Sunday, March 24, 2013

Update on Cyprus Financial Crisis

The Cyprus government and European Central Bank (ECB) leaders at still working to complete an agreement on terms of a bail out.  The latest rumor in the press is that a deposit levy of 20% will be assessed on account over 100,000 euros.   http://www.bloomberg.com/news/2013-03-23/cyprus-s-fate-hangs-in-the-balance-as-ecb-deadline-looms.html
Media including Reuters and German newspaper Welt am Sonntag reported last night that a deal had been reached to apply a 20 percent levy on deposits over 100,000 euros at Bank of Cyprus Pcl, the country’s biggest lender, and a four percent tax on deposits of that size at other banks.
A 20% deposit levy means if you had 100,000 euros on deposit a week ago that when the banks re-open there will be 80,000 in your account.  The government is taking 20% to raise enough money to qualify for a bail out from the ECB.

The Cyprus banks have been closed for over a week now and have even limited the amount available for withdraw from ATMs.  http://www.zerohedge.com/news/2013-03-24/cyprus-laiki-bank-lowers-atm-withdrawal-limit-%E2%82%AC100  It is not clear when banks will re-open.  There are reports that gas stations in Cyprus are shutting down because they do not have cash to pay for deliveries and customer do not have cash to pay for filling their tanks.  Interestingly, petrol seems to be a cash business in Cyprus.  Of course extending credit in the current situation would be risky.

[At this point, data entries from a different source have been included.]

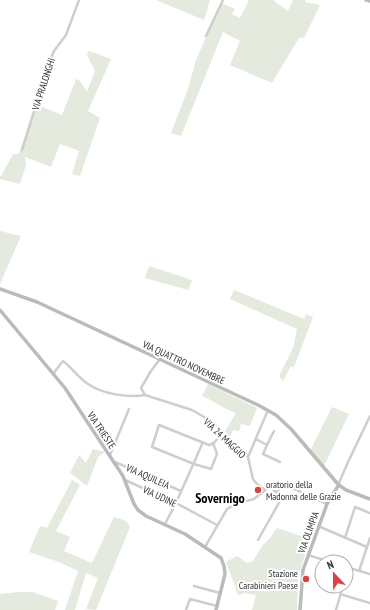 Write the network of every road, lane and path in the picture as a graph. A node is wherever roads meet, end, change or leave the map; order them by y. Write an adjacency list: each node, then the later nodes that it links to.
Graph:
1 (79, 0): 6 (street, VIA PRALONGHI)
2 (223, 0): 5 (street)
3 (366, 0): 4 (street)
4 (370, 1)
5 (206, 36)
6 (22, 150)
7 (0, 289): 9 (street, VIA QUATTRO NOVEMBRE)
8 (0, 310): 10 (street, VIA TRIESTE)
9 (160, 359): 11 (street); 13 (street, VIA QUATTRO NOVEMBRE)
10 (53, 374): 11 (street, VIA 24 MAGGIO); 21 (street, VIA TRIESTE)
11 (145, 395): 16 (street, VIA 24 MAGGIO)
12 (129, 409): 21 (street)
13 (268, 410): 17 (street); 27 (street, VIA QUATTRO NOVEMBRE)
14 (370, 416): 27 (street, VIA OLIMPIA)
15 (274, 431): 20 (street)
16 (222, 433): 19 (street); 22 (street, VIA 24 MAGGIO)
17 (256, 439): 20 (street); 22 (street)
18 (203, 442): 19 (street); 25 (street); 25 (street)
19 (213, 443): 25 (street)
20 (267, 445): 24 (street)
21 (110, 455): 23 (street, VIA TRIESTE)
22 (248, 457): 30 (street, VIA 24 MAGGIO)
23 (114, 462): 26 (street, VIA TRIESTE); 31 (street, VIA AQUILEIA)
24 (280, 462)
25 (194, 464): 31 (street)
26 (125, 480): 34 (street, VIA UDINE); 37 (street, VIA TRIESTE)
27 (338, 484): 33 (street, VIA QUATTRO NOVEMBRE); 35 (street, VIA OLIMPIA)
28 (279, 486): 29 (street); 32 (street); 35 (street)
29 (271, 487): 30 (street); 32 (street)
30 (265, 490): 38 (street)
31 (182, 491): 34 (street)
32 (278, 493): 42 (street)
33 (370, 499)
34 (176, 503): 37 (street); 38 (street, VIA UDINE)
35 (327, 504): 39 (street, VIA OLIMPIA)
36 (370, 513): 40 (street)
37 (165, 524): 43 (street, VIA TRIESTE)
38 (217, 525): 43 (street)
39 (318, 526): 40 (street); 45 (street, VIA OLIMPIA)
40 (345, 538): 44 (street)
41 (370, 538): 44 (street)
42 (258, 540)
43 (205, 547): 51 (street, VIA TRIESTE)
44 (367, 547): 48 (street)
45 (308, 555): 46 (street); 56 (street, VIA OLIMPIA)
46 (314, 557)
47 (354, 569): 48 (street)
48 (359, 571): 49 (street)
49 (370, 574)
50 (194, 586): 51 (street)
51 (220, 593): 54 (street)
52 (340, 594): 53 (street); 57 (street)
53 (370, 603)
54 (217, 608): 55 (street)
55 (186, 610)
56 (300, 610)
57 (336, 610)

Cyprus needs a bail out from the ECB in order to avoid defaulting on the bank's bonds and their government bonds.  If Cyprus defaults bond holders would get about 80 cents on the dollar*.  Defaulting would be a shock to the Cyprus economy because many businesses, institutions, and savings and pension plans are likely heavily invested in these bonds.  In addition the Cyprus government would have to dramatically reduce spending because they would no longer be able to borrow to finance deficit spending and revenue would drop due to the slower economy.  

If Cyprus defaulted they would likely be kicked out of the Eurozone and need to create a new currency, or use another currency such as the USD.  The default that leads to an exit would hurt the people of Cyprus.  Leaving the Eurozone would not necessarily be bad for the average citizen of Cyprus.  Iceland took the path of default and seems to have recovered nicely.  However, Iceland had its own currency, the Krona so Cyprus is blazing new ground.

The ECB does not want Cyprus and its banks to default because many European countries own its bonds.  Cyprus is using this leverage to its full advantage and trying to negotiate better terms.  As the saying goes "if you borrow $1M from the bank, the bank owns you; if you borrow $100B you own the bank". 

The ECB is demanding that Cyprus raise 5.8B euros of the total financial need of 17B euros.  Presumably the ECB bail out is to loan Cyprus the difference.  A loan will keep their banks and government solvent for the short term.  Long term structural problems (e.g government spending) will still need to be addressed.

Cyprus annual GDP is 18B euro.  Cyprus bank assets of 128B euro are so large compared to GDP because Cyprus is a banking haven for eastern European oligarchs.  Russian companies and individuals have an estimate 31B euros of wealth in Cyprus.

Several years ago large, off shore natural gas fields were discovered at Cyprus.  Conspiracy theorists suggest that the ECB is motivated to keep Cyprus in the Eurozone and indebted to gain control of these resources.

*my estimate of 80 cents on the dollar is based on reported total Cyprus bank assets of 128B Euros and total financial need of 17B euros rounded down.